### Prompt
Filter the entries for the word "thumb". Copy each line in which it occurs.

*** Opening Listed entries ***

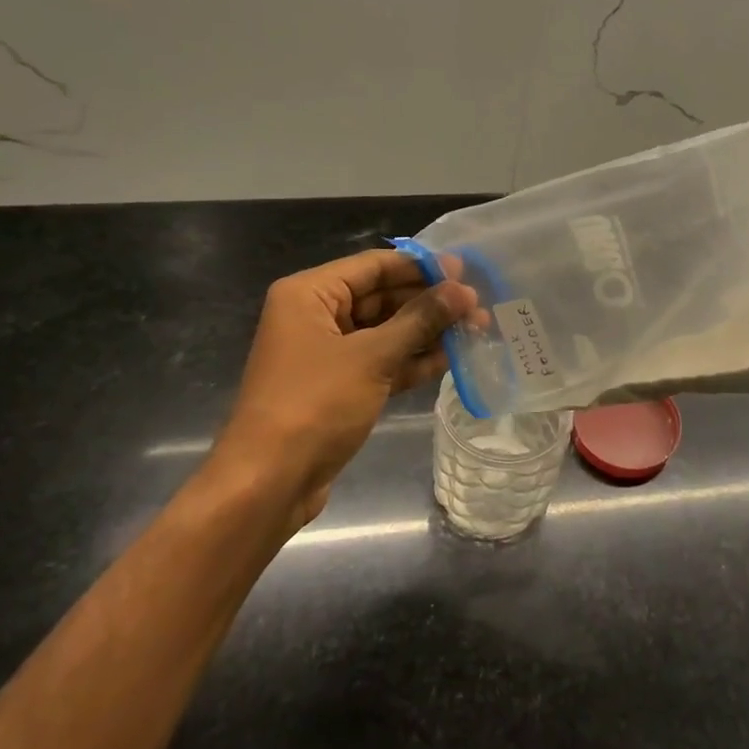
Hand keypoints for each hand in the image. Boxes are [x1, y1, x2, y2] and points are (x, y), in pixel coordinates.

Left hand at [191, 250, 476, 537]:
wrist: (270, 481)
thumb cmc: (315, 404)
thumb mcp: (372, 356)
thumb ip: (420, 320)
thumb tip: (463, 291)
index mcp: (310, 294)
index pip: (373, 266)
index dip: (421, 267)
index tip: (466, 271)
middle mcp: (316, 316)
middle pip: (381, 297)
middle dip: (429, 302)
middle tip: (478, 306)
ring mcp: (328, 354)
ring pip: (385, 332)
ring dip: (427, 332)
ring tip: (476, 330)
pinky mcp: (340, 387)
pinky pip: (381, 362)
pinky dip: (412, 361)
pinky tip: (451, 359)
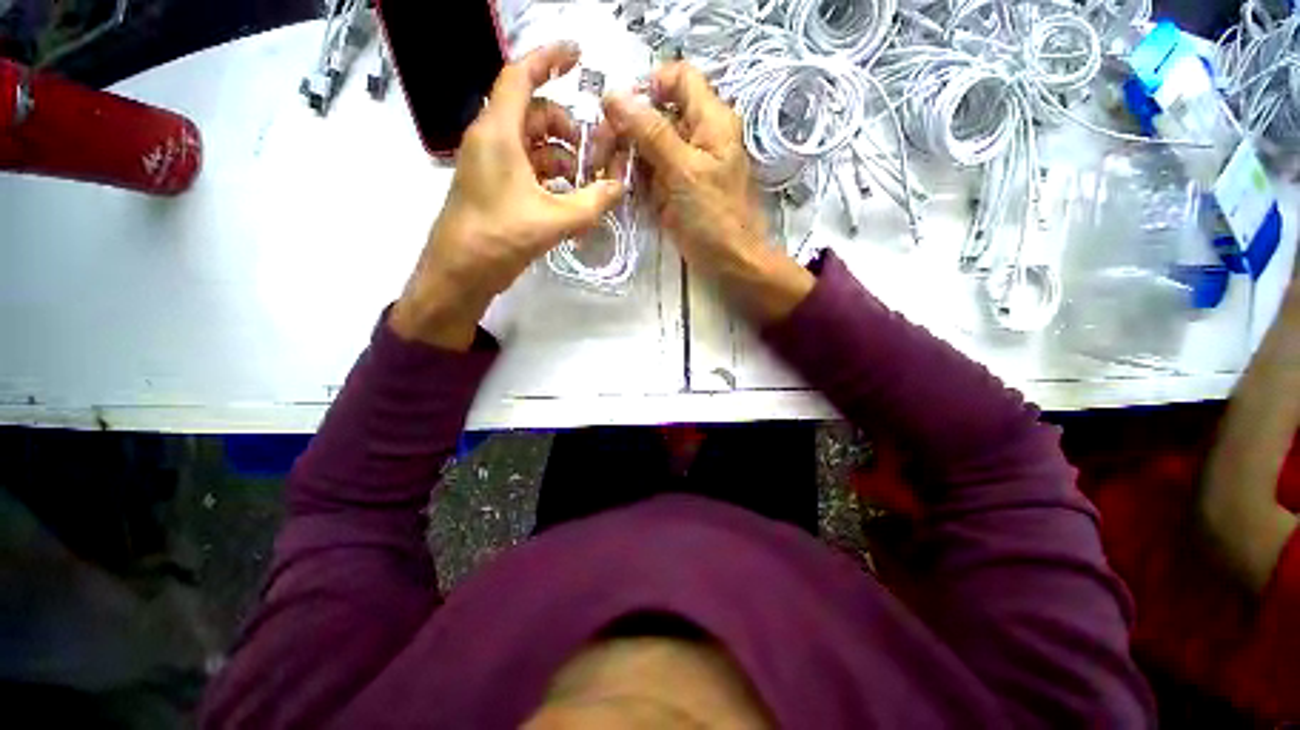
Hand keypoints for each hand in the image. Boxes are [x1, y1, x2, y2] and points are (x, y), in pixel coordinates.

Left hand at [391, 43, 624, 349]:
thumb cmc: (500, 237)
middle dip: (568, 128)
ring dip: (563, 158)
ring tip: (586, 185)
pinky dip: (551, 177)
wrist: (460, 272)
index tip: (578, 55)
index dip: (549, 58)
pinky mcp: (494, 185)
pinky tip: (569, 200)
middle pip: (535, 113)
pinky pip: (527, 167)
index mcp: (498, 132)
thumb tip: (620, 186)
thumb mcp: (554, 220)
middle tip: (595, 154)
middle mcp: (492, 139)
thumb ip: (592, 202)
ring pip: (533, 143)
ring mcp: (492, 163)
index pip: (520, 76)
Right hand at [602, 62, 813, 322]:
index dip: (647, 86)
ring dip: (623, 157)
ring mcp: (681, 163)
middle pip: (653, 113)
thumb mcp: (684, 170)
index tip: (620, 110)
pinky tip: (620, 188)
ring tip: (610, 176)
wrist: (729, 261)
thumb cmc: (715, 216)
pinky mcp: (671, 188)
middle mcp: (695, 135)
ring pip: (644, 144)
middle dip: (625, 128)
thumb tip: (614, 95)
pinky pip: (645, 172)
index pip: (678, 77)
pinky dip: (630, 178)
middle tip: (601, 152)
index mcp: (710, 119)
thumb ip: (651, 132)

*** Closing Listed entries ***

### Task result
thumb cmc: (315, 404)
thumb mcp: (372, 356)
thumb ip: (420, 320)
thumb tip: (463, 291)
thumb cmc: (500, 237)
thumb tip: (620, 186)
thumb mcp: (554, 220)
thumb ip: (592, 202)
thumb mcp: (684, 170)
thumb cmc: (715, 216)
thumb tip: (614, 95)
thumb ip: (651, 132)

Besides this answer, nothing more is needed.